▶ _Your goal_:
Would you please write out each entry that follows, exactly as written?

▶ _Records to use_:
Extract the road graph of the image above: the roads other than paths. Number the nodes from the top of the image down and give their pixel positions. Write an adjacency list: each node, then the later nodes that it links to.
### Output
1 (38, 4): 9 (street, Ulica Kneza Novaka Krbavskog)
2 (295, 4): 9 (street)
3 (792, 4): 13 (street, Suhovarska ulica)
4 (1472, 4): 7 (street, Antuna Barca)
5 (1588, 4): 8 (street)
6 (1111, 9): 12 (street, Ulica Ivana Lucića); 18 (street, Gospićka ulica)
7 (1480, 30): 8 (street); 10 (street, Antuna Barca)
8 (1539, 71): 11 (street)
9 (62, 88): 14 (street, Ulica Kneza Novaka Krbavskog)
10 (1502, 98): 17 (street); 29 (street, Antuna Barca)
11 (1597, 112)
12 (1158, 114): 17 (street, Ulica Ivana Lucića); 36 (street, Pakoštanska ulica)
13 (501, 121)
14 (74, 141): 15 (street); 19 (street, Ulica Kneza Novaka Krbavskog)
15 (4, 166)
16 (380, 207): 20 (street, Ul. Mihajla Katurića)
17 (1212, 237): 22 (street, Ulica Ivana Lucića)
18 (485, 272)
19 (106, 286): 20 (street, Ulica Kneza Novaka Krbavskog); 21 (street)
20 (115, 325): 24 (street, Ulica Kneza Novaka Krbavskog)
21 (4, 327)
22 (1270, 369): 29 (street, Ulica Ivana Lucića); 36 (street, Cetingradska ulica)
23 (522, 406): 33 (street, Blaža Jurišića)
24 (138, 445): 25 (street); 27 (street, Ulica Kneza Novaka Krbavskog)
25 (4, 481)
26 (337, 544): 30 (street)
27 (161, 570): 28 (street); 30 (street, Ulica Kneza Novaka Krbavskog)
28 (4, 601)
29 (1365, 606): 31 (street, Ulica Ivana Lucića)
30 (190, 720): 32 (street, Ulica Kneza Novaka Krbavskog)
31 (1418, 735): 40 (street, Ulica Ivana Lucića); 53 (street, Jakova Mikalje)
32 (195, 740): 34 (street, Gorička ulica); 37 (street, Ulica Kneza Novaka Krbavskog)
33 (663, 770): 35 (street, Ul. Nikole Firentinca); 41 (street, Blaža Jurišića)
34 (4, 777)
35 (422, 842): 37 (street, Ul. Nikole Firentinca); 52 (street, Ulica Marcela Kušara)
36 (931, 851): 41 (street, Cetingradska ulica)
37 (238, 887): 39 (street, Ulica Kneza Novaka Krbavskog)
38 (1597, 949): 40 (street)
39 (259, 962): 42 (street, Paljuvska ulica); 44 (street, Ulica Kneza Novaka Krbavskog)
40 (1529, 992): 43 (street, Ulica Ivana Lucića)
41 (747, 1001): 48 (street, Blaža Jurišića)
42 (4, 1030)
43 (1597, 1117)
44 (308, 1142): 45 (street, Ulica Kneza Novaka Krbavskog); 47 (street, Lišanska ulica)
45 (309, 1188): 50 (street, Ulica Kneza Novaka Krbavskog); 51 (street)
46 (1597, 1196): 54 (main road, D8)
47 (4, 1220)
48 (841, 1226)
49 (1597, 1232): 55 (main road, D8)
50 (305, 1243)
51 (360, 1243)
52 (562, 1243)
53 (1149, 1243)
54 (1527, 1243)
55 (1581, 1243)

▶ _Output below_:
Extract the road graph of the image above: the roads other than paths. Number the nodes from the top of the image down and give their pixel positions. Write an adjacency list: each node, then the later nodes that it links to.
### Output
1 (38, 4): 9 (street, Ulica Kneza Novaka Krbavskog)
2 (295, 4): 9 (street)
3 (792, 4): 13 (street, Suhovarska ulica)
4 (1472, 4): 7 (street, Antuna Barca)
5 (1588, 4): 8 (street)
6 (1111, 9): 12 (street, Ulica Ivana Lucića); 18 (street, Gospićka ulica)
7 (1480, 30): 8 (street); 10 (street, Antuna Barca)
8 (1539, 71): 11 (street)
9 (62, 88): 14 (street, Ulica Kneza Novaka Krbavskog)
10 (1502, 98): 17 (street); 29 (street, Antuna Barca)
11 (1597, 112)
12 (1158, 114): 17 (street, Ulica Ivana Lucića); 36 (street, Pakoštanska ulica)
13 (501, 121)
14 (74, 141): 15 (street); 19 (street, Ulica Kneza Novaka Krbavskog)
15 (4, 166)
16 (380, 207): 20 (street, Ul. Mihajla Katurića)
17 (1212, 237): 22 (street, Ulica Ivana Lucića)
18 (485, 272)
19 (106, 286): 20 (street, Ulica Kneza Novaka Krbavskog); 21 (street)
20 (115, 325): 24 (street, Ulica Kneza Novaka Krbavskog)
21 (4, 327)
22 (1270, 369): 29 (street, Ulica Ivana Lucića); 36 (street, Cetingradska ulica)
23 (522, 406): 33 (street, Blaža Jurišića)
24 (138, 445): 25 (street); 27 (street, Ulica Kneza Novaka Krbavskog)
25 (4, 481)
26 (337, 544): 30 (street)
27 (161, 570): 28 (street); 30 (street, Ulica Kneza Novaka Krbavskog)
28 (4, 601)
29 (1365, 606): 31 (street, Ulica Ivana Lucića)
30 (190, 720): 32 (street, Ulica Kneza Novaka Krbavskog)
31 (1418, 735): 40 (street, Ulica Ivana Lucića); 53 (street, Jakova Mikalje)
32 (195, 740): 34 (street, Gorička ulica); 37 (street, Ulica Kneza Novaka Krbavskog)
33 (663, 770): 35 (street, Ul. Nikole Firentinca); 41 (street, Blaža Jurišića)
34 (4, 777)
35 (422, 842): 37 (street, Ul. Nikole Firentinca); 52 (street, Ulica Marcela Kušara)
36 (931, 851): 41 (street, Cetingradska ulica)
37 (238, 887): 39 (street, Ulica Kneza Novaka Krbavskog)
38 (1597, 949): 40 (street)
39 (259, 962): 42 (street, Paljuvska ulica); 44 (street, Ulica Kneza Novaka Krbavskog)
40 (1529, 992): 43 (street, Ulica Ivana Lucića)
41 (747, 1001): 48 (street, Blaža Jurišića)
42 (4, 1030)
43 (1597, 1117)
44 (308, 1142): 45 (street, Ulica Kneza Novaka Krbavskog); 47 (street, Lišanska ulica)
45 (309, 1188): 50 (street, Ulica Kneza Novaka Krbavskog); 51 (street)
46 (1597, 1196): 54 (main road, D8)
47 (4, 1220)
48 (841, 1226)
49 (1597, 1232): 55 (main road, D8)
50 (305, 1243)
51 (360, 1243)
52 (562, 1243)
53 (1149, 1243)
54 (1527, 1243)
55 (1581, 1243)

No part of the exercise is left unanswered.